### Your assignment
Please look for the string "inset" below and report every line in which it occurs.

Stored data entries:

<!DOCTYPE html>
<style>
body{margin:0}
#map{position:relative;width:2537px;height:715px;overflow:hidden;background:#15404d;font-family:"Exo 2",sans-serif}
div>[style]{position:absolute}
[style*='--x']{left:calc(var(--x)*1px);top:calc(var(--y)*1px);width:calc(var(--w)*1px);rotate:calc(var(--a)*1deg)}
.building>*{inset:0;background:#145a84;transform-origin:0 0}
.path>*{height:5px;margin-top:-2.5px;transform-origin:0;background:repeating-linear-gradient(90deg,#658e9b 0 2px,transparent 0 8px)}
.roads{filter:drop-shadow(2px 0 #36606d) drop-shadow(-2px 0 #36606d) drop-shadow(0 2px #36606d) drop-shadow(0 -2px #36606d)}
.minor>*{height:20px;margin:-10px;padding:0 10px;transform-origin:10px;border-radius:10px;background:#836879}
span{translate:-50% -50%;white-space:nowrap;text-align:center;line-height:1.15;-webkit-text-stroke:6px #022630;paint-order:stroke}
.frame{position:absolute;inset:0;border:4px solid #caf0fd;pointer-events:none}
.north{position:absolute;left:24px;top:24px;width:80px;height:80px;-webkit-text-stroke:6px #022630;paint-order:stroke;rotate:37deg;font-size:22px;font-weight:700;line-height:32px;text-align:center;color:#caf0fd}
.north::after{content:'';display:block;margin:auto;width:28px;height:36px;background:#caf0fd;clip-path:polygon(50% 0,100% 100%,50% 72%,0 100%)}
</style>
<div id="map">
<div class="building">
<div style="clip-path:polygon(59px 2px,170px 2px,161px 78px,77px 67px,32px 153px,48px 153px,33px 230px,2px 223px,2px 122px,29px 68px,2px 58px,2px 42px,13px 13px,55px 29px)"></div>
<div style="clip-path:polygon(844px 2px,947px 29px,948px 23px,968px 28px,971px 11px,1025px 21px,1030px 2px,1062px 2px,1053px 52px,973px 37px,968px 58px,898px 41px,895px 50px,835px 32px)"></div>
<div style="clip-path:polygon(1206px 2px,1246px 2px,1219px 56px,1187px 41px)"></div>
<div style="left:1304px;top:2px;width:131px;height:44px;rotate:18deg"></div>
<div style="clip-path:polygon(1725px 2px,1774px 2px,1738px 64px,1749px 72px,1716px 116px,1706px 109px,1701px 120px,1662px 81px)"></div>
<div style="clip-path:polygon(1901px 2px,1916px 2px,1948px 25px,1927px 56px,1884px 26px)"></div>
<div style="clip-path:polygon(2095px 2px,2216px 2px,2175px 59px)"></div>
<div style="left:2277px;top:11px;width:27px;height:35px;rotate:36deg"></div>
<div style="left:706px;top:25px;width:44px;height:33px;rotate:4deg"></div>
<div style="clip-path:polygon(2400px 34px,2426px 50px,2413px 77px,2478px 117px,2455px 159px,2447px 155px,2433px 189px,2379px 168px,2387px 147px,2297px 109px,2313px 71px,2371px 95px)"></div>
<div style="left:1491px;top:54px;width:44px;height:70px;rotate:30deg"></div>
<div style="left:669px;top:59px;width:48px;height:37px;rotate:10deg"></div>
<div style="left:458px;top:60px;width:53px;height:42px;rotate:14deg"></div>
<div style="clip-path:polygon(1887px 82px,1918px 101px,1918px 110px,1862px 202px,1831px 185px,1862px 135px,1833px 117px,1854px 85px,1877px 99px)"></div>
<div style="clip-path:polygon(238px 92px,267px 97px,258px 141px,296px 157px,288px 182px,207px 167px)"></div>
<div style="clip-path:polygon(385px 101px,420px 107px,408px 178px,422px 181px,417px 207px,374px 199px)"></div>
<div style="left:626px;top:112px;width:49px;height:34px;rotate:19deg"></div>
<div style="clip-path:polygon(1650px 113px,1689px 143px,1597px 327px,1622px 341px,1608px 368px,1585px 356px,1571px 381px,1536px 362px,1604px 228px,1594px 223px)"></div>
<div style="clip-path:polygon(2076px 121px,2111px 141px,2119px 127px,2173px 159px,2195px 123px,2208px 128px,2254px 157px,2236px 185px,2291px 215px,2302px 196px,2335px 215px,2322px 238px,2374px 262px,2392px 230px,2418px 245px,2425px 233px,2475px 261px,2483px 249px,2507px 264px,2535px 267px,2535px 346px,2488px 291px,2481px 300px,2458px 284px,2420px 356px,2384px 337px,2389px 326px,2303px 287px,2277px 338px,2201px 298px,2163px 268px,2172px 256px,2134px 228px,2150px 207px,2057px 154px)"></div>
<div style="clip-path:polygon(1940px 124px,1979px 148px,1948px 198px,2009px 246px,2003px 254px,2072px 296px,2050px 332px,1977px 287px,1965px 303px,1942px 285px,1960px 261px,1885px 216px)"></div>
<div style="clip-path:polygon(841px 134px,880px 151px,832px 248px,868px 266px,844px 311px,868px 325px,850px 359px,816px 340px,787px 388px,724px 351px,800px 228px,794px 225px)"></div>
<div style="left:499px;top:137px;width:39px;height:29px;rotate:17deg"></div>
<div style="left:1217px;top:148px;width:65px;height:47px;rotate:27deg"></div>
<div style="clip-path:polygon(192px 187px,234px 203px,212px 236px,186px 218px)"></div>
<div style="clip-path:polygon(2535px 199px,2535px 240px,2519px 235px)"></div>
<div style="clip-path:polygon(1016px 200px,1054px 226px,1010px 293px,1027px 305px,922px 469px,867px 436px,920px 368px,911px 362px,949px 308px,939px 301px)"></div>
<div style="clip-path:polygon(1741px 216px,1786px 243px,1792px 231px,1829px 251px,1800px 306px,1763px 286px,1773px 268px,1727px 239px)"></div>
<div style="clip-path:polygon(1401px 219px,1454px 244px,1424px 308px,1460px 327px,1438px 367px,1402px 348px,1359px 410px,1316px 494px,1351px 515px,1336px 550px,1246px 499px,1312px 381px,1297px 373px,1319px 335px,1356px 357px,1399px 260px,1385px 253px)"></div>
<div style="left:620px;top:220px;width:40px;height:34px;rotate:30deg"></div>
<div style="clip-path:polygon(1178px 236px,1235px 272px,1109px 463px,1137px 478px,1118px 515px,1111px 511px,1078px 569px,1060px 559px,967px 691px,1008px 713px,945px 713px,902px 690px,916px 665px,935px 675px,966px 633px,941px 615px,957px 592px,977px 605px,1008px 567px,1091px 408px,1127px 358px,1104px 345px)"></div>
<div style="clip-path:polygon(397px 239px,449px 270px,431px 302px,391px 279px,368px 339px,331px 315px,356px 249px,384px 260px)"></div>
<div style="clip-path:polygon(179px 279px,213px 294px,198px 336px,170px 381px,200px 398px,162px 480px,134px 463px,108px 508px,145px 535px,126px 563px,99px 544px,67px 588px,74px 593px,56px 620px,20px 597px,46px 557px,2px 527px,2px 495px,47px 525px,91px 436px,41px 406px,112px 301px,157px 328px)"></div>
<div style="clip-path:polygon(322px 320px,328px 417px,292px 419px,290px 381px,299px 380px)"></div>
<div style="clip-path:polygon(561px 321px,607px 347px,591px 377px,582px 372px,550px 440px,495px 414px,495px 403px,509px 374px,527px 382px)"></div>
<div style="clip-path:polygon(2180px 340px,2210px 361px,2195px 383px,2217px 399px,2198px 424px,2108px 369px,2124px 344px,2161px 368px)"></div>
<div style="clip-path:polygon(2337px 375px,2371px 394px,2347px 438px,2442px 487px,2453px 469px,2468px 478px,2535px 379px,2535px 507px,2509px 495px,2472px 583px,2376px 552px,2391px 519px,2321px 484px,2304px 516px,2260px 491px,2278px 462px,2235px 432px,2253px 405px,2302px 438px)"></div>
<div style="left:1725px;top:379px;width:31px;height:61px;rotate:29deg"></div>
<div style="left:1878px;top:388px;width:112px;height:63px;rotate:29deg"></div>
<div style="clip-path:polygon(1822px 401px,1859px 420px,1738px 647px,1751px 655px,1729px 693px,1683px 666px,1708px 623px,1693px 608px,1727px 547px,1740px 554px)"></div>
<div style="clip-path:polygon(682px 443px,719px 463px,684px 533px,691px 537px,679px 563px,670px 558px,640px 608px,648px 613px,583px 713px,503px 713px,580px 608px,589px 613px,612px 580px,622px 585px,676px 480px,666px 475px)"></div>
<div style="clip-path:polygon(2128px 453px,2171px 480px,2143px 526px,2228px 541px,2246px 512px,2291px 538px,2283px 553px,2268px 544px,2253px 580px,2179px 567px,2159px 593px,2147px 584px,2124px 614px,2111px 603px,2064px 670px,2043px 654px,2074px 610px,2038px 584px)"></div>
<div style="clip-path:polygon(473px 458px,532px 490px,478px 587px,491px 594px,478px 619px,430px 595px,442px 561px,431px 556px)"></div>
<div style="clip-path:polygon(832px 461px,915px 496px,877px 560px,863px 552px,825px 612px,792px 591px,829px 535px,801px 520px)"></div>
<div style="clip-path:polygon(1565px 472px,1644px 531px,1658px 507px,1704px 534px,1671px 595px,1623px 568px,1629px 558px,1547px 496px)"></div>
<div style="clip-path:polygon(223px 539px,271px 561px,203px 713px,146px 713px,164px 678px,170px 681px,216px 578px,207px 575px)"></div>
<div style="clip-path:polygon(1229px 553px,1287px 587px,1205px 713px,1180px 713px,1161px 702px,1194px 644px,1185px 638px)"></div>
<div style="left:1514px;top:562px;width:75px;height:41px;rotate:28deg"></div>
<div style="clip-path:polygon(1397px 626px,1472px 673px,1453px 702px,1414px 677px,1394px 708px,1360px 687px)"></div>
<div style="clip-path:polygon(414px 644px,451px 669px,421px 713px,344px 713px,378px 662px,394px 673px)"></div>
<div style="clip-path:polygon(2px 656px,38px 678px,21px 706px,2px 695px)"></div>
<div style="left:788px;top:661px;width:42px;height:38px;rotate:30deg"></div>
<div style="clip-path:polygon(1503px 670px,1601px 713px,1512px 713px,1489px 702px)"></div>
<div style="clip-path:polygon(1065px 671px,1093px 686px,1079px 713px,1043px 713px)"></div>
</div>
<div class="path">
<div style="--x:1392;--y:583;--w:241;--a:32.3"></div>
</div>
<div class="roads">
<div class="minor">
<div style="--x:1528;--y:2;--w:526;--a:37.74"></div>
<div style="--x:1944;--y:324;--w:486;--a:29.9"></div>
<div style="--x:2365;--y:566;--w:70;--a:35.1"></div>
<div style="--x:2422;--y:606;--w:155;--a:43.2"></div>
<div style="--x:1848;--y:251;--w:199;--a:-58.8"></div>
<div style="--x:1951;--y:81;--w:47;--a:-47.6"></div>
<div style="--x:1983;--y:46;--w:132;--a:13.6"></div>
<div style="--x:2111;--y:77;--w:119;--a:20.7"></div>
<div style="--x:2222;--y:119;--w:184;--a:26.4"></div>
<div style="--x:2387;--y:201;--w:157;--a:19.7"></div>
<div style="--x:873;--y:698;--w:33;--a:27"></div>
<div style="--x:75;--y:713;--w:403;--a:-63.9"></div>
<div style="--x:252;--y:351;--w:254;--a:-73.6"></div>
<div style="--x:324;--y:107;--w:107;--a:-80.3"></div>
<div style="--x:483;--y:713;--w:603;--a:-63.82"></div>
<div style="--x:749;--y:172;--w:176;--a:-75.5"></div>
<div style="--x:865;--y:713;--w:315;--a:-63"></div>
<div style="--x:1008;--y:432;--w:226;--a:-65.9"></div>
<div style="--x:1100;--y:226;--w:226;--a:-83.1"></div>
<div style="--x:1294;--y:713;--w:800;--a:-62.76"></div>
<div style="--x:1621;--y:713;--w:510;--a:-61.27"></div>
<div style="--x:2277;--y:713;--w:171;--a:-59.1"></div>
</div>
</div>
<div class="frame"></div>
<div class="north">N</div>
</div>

### Solution
.building>*{inset:0;background:#145a84;transform-origin:0 0}
.frame{position:absolute;inset:0;border:4px solid #caf0fd;pointer-events:none}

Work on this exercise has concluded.